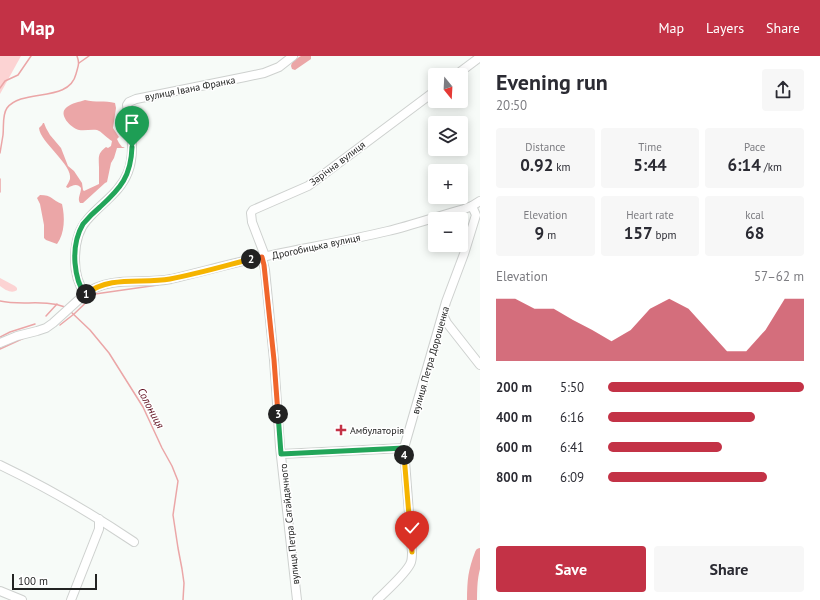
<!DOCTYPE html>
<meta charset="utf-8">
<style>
body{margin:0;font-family:"PT Sans",sans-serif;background:#f7f7f7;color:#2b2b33;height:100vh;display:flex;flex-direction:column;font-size:15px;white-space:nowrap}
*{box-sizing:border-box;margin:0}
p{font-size:13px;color:#7c7c81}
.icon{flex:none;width:22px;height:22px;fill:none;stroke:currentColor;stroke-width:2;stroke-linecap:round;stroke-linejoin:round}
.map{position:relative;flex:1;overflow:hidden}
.panel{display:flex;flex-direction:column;background:#fff;width:340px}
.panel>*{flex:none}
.needle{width:26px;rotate:162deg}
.tools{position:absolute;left:428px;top:12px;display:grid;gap:8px}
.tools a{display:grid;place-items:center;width:40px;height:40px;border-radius:4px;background:#fff;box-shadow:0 2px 10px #0003;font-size:20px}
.scale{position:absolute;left:12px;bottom:10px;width:85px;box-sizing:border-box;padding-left:4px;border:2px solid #232423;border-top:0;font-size:11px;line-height:14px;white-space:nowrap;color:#232423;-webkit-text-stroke:3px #fff;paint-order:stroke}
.pin{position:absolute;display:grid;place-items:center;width:34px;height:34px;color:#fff;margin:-41px -17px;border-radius:50% 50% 50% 0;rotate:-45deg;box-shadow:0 0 4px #0007}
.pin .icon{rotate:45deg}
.km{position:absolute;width:20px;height:20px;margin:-10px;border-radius:50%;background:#222;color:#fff;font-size:11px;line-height:20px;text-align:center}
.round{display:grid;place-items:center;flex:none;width:42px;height:42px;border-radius:4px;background:#f7f7f7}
.headline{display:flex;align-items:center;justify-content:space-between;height:68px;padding:0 16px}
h1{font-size:22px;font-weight:700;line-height:30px}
.figures{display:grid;grid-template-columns:repeat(3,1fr);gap:6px;height:68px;padding:4px 16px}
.figures div{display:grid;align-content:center;border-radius:4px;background:#f7f7f7;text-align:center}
.figures b{font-size:17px;font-weight:700}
.figures small{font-size:11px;font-weight:400}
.figures p{font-size:11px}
.chart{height:112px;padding:8px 16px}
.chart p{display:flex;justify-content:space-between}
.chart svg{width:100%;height:72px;margin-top:4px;fill:#c33246;opacity:.7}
.action{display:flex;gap:8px;margin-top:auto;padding:8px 16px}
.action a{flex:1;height:46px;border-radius:4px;background:#c33246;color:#fff;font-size:16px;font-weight:700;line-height:46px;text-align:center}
.action a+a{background:#f7f7f7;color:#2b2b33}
ul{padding:0 16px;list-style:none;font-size:13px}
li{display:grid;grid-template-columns:64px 48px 1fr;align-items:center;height:30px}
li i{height:10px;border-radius:5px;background:#c33246}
header{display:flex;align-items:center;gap:24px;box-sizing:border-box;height:56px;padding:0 20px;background:#c33246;color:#fff}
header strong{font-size:19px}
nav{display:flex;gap:22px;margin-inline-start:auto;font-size:14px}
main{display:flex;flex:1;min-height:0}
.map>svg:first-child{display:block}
.green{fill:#fcd3d3}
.water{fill:#eba6a7}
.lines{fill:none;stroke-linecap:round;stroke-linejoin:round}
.stream{stroke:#eba6a7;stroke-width:1.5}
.river{stroke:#eba6a7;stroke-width:10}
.minor-casing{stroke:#ced1cf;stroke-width:10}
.minor{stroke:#fff;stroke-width:8}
.split-1-casing{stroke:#fff;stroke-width:8}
.split-2-casing{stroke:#fff;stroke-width:8}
.split-3-casing{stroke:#fff;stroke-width:8}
.split-4-casing{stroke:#fff;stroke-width:8}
.split-5-casing{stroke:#fff;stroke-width:8}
.split-1{stroke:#22a559;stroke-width:5}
.split-2{stroke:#f5b400;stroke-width:5}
.split-3{stroke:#f0652b;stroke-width:5}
.split-4{stroke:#22a559;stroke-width:5}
.split-5{stroke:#f5b400;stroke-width:5}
.poi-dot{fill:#c33246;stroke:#fff;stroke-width:1.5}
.labels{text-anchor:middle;stroke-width:3;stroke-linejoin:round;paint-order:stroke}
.street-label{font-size:10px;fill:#232423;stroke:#fff}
.poi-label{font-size:10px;fill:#232423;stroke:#fff;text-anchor:start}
.water-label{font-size:11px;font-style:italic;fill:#5b0a19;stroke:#fff}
</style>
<header>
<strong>Map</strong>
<nav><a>Map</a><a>Layers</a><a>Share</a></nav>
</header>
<main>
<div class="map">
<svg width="480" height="544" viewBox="0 0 480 544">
<rect width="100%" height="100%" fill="#f7fbf8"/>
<g class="green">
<path d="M 0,0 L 21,0 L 0,38 Z"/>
<path d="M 0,222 L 15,230 L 17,232 L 17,234 C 12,238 5,234 0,230 Z"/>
</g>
<g class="water">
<path d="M 301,0 L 311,0 L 311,3 L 295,14 L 292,13 L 291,10 C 292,5 296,3 301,0 Z"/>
<path d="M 85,44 C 95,47 105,44 115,47 L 116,52 L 113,72 L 119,81 L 117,83 L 119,87 L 122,91 L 125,91 L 123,92 L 117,92 L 114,102 L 111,107 L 107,126 L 105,127 L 83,147 L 80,147 C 77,142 81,138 81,132 C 78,127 72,129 68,132 L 66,131 C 67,129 69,126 70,123 C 73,109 40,86 39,72 L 42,69 L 43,67 L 44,67 L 46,72 L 50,79 L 61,92 L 68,110 L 74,115 L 82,127 L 83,134 L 84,135 L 99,128 C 99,122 99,117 99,111 C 99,101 97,98 106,91 L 108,92 L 111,90 L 112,85 C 108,83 101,75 97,74 C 91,73 85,75 79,74 C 71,72 57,58 67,51 C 72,47 79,46 85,44 Z"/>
<path d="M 40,139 C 52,139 52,144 62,148 C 65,161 65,177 57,188 L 46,184 L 44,182 L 44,169 L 40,148 L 37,142 Z"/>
</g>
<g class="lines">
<g class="stream">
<path d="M 79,7 L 89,0"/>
<path d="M 0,32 L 5,25 L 18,19 L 31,0"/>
<path d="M 0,97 C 1,91 2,85 3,79 C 4,70 2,59 7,52 C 22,32 69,47 76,18 C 78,10 80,8 77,0"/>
<path d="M 0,123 L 0,136"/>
<path d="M 246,209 L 255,207"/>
<path d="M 0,245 C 21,250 44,243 65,251"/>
<path d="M 70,255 L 90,274 L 109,297 L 143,351 L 162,392 L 172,410 L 178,425 L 173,459 L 178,492 L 182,513 L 184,527 L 183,544"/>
<path d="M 46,260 L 57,248"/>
<path d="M 60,269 L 74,258 L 95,238 L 158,229"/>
<path d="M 0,281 L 10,276 L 35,268"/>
<path d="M 0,293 L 24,282"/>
</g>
<path class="river" d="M 472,544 C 472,525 473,515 480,497"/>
<g class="minor-casing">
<g id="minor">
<path d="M 456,19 L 480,1"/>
<path d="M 265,200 L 252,166 L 251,157 L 253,154 L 308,130 L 435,35"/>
<path d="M 262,201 L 265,214 L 274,304 L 280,391 L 297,544"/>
<path d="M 85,238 C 78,228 75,217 75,204 C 75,190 77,175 87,164 C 101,147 120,137 128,116 C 136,95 130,70 127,49 L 129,46 L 136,43 L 245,21 L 264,17 L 279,11 L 293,0"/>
<path d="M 443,259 L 447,267 L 480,309"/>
<path d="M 0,287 L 17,280 L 37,275 L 46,272 L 53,267 L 85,238 C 111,219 142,229 171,223 C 201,216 232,207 262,201 C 304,192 346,185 388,175 C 413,169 438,160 464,153 L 472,150 L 480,145"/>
<path d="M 281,398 L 404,392"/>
<path d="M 0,409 C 46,431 91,457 134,486"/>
<path d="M 0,535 L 22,544"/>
<path d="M 71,544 L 99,473 L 99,463"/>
<path d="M 377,544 C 385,536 408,516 411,506 C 412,503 412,499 412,496 L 404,392 L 446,246 L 464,198 L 476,159 L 472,150"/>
</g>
</g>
<use href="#minor" class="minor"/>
</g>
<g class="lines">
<g class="split-1-casing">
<path id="split-1" d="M 86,238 L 85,238 C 78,229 76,219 75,207 C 74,193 76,180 83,168 C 88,162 94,156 100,151 C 121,132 131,120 132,91"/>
</g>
<g class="split-2-casing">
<path id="split-2" d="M 86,238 C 110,219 142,228 170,223 C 197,218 224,210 251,203"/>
</g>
<g class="split-3-casing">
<path id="split-3" d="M 251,203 L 262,201 L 264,209 L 274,304 L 278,358"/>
</g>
<g class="split-4-casing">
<path id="split-4" d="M 278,358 L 281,398 L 404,392 L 404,399"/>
</g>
<g class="split-5-casing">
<path id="split-5" d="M 404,399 L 412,496"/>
</g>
<use href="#split-1" class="split-1"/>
<use href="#split-2" class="split-2"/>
<use href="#split-3" class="split-3"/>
<use href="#split-4" class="split-4"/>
<use href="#split-5" class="split-5"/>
</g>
<path class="poi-dot" d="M339 368h4v4h4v4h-4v4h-4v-4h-4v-4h4z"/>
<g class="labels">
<g class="street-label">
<text transform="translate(190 32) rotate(-11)" y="4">вулиця Івана Франка</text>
<text transform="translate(337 107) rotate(-37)" y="4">Зарічна вулиця</text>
<text transform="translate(316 190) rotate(-12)" y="4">Дрогобицька вулиця</text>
<text transform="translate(430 304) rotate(-74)" y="4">вулиця Петра Дорошенка</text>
<text transform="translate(289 468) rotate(-96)" y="4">вулиця Петра Сагайдачного</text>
</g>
<g class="poi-label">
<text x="350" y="378">Амбулаторія</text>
</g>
<g class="water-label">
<text transform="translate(151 352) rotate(62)" y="4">Солониця</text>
</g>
</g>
</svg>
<div class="tools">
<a><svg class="needle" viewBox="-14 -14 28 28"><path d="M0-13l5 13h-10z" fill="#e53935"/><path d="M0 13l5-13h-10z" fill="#7c7c81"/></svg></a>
<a><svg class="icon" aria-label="layers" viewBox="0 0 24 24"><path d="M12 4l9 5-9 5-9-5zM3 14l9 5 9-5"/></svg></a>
<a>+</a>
<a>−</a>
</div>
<div class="scale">100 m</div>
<div class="pin" style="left:132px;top:91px;background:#1e9e55"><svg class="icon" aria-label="arrive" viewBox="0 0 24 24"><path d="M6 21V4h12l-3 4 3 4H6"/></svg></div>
<div class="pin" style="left:412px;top:496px;background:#d93025"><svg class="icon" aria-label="check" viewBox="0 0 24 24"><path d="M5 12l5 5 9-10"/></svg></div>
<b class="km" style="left:86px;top:238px">1</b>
<b class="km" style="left:251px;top:203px">2</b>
<b class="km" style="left:278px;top:358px">3</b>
<b class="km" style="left:404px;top:399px">4</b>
</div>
<section class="panel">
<div class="headline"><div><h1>Evening run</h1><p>20:50</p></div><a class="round"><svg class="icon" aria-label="share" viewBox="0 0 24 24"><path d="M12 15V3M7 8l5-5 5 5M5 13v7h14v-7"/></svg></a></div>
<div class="figures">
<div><p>Distance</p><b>0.92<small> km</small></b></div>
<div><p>Time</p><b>5:44</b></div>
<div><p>Pace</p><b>6:14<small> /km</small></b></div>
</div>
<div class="figures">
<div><p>Elevation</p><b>9<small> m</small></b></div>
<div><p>Heart rate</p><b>157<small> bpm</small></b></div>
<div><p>kcal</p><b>68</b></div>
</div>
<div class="chart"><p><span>Elevation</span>57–62 m</p>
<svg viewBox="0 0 160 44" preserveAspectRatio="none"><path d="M0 44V6L10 6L20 12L30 12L40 19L50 25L60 32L70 25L80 12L90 6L100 12L110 25L120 38L130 38L140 25L150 6L160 6V44z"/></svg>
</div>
<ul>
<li><b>200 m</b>5:50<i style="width:100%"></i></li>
<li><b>400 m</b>6:16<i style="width:75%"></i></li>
<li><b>600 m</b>6:41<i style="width:58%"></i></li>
<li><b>800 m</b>6:09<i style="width:81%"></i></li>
</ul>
<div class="action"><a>Save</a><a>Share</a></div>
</section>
</main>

────────────────────────────────────────

* [DIRECTIONS FOR THIS TASK] Copy out the lines above that hold the string "labels".

* [OUTPUT OF THE EXERCISE]
.labels{text-anchor:middle;stroke-width:3;stroke-linejoin:round;paint-order:stroke}
<g class="labels">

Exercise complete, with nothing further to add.